WORK TASK | What lines of the listing below contain the word "新小金井街道"? Copy each of them out.

----- RECORDS FOR PROCESSING

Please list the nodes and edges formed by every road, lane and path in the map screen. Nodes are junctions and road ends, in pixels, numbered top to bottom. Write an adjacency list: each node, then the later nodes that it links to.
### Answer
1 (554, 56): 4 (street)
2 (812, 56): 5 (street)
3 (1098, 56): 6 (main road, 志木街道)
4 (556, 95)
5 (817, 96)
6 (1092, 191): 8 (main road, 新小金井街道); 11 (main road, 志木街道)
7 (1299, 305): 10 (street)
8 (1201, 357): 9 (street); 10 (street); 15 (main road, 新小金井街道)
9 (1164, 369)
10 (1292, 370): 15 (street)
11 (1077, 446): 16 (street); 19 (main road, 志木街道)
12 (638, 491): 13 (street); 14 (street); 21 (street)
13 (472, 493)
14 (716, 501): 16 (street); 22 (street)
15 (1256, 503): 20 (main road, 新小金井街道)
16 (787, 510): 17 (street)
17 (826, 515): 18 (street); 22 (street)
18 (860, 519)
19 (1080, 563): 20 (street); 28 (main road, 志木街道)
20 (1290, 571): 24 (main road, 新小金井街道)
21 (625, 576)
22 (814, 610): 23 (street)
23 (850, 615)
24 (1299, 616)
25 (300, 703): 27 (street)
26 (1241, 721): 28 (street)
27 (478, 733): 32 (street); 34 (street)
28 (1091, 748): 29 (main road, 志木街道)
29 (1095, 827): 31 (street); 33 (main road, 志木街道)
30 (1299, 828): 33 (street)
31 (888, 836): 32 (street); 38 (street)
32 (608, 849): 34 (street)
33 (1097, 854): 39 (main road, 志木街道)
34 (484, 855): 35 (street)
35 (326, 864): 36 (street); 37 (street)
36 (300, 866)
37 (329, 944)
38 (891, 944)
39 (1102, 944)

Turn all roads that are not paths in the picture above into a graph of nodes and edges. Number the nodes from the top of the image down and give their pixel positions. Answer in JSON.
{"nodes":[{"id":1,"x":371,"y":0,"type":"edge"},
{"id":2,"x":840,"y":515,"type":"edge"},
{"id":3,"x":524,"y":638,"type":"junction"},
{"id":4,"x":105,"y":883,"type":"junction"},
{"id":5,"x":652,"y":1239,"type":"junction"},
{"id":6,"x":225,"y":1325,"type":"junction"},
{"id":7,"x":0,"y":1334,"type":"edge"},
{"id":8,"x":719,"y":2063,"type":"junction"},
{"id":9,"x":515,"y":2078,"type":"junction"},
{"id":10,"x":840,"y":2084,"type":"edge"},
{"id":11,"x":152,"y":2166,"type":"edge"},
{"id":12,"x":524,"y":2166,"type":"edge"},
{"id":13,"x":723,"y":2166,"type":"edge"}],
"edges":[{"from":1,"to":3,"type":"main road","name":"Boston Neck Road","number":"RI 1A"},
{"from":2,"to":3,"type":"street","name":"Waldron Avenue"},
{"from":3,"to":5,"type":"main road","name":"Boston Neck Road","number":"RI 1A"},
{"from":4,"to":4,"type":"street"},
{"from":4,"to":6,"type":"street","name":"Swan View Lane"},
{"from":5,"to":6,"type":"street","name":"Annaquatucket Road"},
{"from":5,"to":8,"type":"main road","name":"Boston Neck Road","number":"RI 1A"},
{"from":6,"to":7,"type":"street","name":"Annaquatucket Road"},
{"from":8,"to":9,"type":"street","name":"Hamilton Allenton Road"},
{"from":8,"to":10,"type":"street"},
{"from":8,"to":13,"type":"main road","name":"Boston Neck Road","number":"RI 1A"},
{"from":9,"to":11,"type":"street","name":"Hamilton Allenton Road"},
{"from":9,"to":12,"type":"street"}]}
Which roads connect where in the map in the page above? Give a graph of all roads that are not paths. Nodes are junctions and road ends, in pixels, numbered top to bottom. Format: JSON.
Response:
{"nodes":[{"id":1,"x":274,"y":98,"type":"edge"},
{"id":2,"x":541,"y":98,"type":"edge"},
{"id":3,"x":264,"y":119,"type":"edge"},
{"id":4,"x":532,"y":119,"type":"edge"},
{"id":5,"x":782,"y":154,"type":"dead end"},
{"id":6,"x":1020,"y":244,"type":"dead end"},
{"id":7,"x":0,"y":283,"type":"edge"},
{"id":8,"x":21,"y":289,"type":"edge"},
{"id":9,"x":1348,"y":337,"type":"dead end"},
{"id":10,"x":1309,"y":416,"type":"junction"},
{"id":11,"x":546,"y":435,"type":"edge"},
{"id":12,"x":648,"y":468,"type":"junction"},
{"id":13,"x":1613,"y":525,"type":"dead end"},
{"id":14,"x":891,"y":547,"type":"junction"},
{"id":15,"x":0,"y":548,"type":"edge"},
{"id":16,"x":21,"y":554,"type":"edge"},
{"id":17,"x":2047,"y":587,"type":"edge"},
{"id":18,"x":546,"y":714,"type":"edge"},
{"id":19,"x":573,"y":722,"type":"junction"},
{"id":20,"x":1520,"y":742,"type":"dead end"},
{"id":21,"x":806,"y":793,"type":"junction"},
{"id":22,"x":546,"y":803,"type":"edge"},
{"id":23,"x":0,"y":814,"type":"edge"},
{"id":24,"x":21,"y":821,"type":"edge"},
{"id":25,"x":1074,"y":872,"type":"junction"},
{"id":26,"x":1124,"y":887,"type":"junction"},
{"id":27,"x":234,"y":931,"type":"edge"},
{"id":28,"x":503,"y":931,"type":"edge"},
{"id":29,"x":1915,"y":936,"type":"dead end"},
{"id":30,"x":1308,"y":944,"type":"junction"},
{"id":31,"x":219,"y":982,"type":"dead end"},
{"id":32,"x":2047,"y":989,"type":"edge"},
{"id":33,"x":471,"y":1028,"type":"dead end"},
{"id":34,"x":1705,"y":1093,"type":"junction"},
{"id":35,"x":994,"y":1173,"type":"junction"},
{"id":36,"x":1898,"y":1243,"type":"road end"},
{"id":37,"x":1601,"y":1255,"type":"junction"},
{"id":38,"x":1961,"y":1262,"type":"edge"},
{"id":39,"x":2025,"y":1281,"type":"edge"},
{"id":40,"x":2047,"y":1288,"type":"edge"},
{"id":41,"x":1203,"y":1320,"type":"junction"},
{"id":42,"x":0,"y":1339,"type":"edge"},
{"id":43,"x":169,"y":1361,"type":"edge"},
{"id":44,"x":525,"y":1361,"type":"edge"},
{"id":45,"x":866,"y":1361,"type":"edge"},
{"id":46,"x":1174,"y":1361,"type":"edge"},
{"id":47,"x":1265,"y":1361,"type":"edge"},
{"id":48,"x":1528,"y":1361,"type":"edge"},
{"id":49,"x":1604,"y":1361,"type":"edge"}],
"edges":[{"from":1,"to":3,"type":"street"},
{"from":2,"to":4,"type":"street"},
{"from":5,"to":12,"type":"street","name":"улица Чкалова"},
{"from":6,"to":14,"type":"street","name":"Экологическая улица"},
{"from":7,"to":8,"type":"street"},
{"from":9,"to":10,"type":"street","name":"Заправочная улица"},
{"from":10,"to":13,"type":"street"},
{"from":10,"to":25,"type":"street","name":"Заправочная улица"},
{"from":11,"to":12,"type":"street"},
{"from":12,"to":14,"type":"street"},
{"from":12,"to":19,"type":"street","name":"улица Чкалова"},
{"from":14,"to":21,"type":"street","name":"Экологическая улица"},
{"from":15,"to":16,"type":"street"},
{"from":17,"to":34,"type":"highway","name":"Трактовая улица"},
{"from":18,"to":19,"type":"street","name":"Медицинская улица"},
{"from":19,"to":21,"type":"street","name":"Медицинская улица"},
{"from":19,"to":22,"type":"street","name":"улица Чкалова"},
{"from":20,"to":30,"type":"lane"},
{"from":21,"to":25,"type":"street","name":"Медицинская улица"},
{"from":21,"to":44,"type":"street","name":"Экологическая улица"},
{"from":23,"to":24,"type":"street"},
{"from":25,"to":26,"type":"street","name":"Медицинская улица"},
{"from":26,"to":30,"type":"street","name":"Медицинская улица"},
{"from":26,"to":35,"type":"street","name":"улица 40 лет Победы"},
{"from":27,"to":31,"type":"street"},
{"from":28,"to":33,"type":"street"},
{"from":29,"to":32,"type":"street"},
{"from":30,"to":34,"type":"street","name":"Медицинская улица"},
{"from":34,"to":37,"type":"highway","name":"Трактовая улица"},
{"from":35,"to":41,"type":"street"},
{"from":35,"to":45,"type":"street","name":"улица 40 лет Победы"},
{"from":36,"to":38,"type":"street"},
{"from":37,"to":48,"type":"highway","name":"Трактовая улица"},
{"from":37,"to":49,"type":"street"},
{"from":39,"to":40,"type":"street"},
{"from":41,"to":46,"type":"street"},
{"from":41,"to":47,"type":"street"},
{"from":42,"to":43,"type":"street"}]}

----------

SOLUTION BELOW |
6 (1092, 191): 8 (main road, 新小金井街道); 11 (main road, 志木街道)
8 (1201, 357): 9 (street); 10 (street); 15 (main road, 新小金井街道)
15 (1256, 503): 20 (main road, 新小金井街道)
20 (1290, 571): 24 (main road, 新小金井街道)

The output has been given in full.